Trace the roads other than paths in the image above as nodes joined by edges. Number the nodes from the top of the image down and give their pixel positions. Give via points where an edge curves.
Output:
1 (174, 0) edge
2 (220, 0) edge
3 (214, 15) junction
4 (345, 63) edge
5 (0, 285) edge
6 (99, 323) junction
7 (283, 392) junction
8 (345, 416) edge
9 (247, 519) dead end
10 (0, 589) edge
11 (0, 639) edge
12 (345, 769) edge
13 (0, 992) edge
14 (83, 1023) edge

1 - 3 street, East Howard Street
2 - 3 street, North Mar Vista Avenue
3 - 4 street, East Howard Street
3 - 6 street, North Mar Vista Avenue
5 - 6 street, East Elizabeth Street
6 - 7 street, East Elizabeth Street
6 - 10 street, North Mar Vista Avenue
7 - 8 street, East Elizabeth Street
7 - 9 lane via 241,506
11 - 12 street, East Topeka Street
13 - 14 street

==

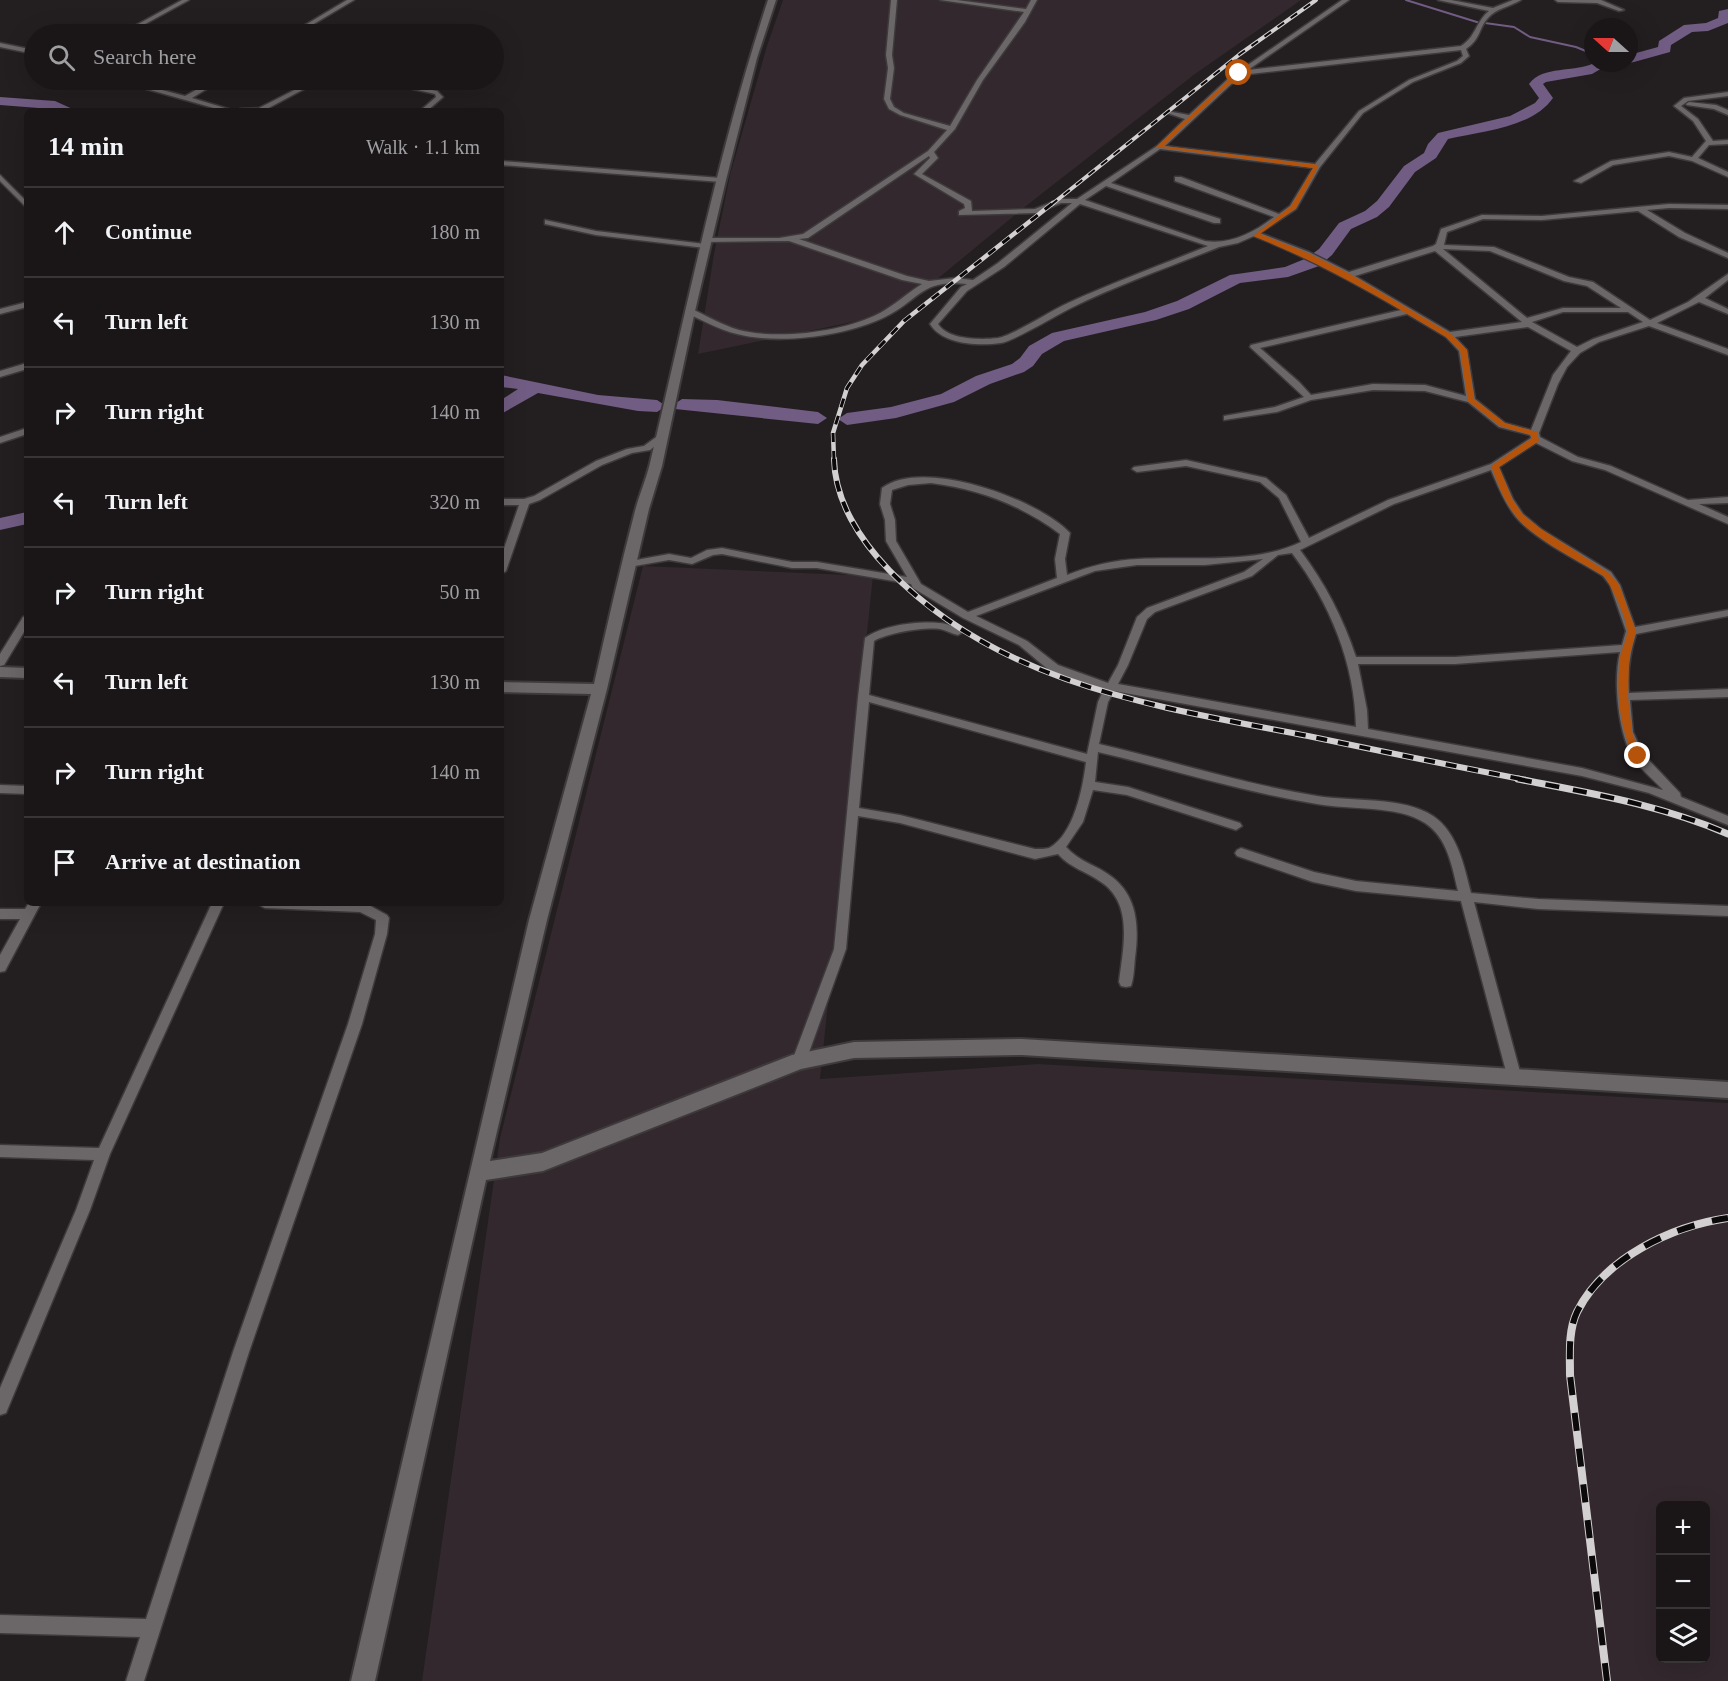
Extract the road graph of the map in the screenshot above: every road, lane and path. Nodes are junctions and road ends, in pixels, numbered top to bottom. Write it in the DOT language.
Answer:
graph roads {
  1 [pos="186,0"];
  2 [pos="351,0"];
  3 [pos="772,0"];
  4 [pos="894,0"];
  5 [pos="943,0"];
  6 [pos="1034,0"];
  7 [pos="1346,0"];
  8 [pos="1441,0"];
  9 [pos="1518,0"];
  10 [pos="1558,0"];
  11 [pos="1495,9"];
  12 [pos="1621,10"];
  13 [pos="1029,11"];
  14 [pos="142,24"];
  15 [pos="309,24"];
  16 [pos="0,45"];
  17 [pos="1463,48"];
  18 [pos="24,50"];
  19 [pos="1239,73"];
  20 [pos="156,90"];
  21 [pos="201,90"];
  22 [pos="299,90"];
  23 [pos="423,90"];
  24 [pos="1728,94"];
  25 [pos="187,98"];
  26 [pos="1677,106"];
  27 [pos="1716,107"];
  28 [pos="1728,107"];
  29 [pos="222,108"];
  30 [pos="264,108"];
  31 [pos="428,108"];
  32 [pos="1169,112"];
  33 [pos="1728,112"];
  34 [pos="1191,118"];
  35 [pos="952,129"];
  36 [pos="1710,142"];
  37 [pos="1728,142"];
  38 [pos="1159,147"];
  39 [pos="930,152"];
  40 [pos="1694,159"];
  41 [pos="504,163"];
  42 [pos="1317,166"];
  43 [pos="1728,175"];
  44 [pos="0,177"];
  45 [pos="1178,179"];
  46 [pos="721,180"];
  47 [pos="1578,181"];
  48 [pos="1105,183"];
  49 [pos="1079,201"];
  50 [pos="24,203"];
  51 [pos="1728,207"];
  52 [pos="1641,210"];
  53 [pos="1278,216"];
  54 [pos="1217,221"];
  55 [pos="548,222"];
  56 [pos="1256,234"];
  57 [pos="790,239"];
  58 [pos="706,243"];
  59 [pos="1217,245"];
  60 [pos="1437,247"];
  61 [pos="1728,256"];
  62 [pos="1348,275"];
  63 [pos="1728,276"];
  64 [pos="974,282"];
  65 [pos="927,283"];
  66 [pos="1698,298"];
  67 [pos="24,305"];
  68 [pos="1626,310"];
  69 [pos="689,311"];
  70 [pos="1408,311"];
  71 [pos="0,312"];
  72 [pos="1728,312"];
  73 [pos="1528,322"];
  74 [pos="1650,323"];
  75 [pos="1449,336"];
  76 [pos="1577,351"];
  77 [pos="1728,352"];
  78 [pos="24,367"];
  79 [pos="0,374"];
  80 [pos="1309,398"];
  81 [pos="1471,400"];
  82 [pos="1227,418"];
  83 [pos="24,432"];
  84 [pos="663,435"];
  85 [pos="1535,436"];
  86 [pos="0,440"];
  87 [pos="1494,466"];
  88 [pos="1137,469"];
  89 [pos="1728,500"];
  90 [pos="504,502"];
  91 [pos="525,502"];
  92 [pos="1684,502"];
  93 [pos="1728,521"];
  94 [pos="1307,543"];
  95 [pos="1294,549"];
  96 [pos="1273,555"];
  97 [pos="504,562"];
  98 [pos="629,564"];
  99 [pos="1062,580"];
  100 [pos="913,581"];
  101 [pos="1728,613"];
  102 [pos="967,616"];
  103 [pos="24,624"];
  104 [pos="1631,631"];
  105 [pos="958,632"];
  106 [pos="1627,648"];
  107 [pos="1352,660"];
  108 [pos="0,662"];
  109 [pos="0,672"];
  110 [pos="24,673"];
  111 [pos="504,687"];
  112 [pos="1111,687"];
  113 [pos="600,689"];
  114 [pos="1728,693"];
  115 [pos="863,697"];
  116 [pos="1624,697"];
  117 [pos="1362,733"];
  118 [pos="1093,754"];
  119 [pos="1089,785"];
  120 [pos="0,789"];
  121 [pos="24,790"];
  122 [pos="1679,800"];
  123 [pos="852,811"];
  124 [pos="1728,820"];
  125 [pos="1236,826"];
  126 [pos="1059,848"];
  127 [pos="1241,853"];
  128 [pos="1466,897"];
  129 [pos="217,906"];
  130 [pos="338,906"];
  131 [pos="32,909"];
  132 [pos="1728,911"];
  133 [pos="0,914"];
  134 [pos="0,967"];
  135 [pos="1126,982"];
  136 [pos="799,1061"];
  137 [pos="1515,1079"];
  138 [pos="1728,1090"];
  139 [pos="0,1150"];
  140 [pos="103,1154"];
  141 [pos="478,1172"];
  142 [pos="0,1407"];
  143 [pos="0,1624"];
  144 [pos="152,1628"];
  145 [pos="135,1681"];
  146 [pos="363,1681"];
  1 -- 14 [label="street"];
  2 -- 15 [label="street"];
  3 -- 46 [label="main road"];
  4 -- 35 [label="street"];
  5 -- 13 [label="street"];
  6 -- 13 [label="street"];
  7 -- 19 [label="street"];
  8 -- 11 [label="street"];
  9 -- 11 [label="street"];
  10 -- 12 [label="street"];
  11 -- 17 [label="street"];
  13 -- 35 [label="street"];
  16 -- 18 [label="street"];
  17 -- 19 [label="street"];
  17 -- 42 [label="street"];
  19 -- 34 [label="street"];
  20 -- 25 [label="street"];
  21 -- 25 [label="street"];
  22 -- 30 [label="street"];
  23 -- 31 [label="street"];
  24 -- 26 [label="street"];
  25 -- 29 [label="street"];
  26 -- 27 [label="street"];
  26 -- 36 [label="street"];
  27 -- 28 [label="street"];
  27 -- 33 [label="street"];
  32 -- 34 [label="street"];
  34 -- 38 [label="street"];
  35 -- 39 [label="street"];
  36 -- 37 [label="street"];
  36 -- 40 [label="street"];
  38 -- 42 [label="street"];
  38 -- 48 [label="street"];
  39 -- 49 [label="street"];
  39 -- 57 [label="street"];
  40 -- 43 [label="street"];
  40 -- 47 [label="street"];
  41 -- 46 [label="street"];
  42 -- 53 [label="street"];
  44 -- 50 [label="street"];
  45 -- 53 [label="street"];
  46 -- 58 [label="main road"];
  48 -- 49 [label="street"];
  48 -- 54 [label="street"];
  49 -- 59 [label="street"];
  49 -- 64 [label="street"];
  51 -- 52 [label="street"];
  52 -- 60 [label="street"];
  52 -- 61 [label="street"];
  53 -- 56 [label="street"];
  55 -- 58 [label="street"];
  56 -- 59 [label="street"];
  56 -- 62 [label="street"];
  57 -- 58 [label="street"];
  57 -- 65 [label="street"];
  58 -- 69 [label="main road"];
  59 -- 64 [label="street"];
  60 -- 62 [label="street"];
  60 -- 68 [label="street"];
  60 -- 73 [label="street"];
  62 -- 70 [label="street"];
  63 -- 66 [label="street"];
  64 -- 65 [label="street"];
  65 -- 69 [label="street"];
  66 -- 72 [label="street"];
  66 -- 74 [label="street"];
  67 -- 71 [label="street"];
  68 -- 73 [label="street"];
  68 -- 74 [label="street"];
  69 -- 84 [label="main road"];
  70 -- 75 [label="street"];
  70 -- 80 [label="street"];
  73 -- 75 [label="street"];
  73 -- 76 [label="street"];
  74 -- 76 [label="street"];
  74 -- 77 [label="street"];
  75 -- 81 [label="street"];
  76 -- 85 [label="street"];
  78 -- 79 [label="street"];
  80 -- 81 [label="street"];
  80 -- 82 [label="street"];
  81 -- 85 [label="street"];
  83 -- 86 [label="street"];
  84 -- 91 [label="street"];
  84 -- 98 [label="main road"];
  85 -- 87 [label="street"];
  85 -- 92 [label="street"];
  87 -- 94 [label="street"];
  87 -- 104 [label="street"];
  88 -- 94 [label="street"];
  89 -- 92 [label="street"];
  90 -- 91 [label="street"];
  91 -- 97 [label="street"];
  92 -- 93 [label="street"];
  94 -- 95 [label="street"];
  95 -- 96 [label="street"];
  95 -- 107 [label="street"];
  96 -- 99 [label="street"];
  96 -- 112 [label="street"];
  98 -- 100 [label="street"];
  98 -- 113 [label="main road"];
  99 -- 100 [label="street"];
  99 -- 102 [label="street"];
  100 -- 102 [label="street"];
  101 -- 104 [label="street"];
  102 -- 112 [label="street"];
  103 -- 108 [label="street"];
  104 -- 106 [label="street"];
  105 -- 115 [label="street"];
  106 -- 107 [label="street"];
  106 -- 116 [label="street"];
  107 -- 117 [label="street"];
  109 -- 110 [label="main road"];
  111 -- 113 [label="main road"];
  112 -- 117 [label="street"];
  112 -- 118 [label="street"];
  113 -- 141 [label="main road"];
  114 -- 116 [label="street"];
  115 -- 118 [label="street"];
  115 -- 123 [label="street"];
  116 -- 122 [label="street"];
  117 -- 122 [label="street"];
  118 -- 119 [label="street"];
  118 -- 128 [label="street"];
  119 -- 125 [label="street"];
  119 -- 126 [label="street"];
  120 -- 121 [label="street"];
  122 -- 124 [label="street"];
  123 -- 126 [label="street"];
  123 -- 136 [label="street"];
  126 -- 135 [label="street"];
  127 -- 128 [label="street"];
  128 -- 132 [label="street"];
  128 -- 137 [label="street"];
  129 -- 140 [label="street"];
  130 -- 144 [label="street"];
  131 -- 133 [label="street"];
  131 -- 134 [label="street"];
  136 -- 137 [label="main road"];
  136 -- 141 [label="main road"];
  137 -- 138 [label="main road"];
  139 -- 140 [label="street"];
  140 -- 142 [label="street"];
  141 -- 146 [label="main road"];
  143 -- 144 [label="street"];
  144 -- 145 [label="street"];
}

WHAT IS BEING ASKED: Only the lines containing "above" are needed; pull them out of the listing.

FINISHED TASK:
Trace the roads other than paths in the image above as nodes joined by edges. Number the nodes from the top of the image down and give their pixel positions. Give via points where an edge curves.
Extract the road graph of the map in the screenshot above: every road, lane and path. Nodes are junctions and road ends, in pixels, numbered top to bottom. Write it in the DOT language.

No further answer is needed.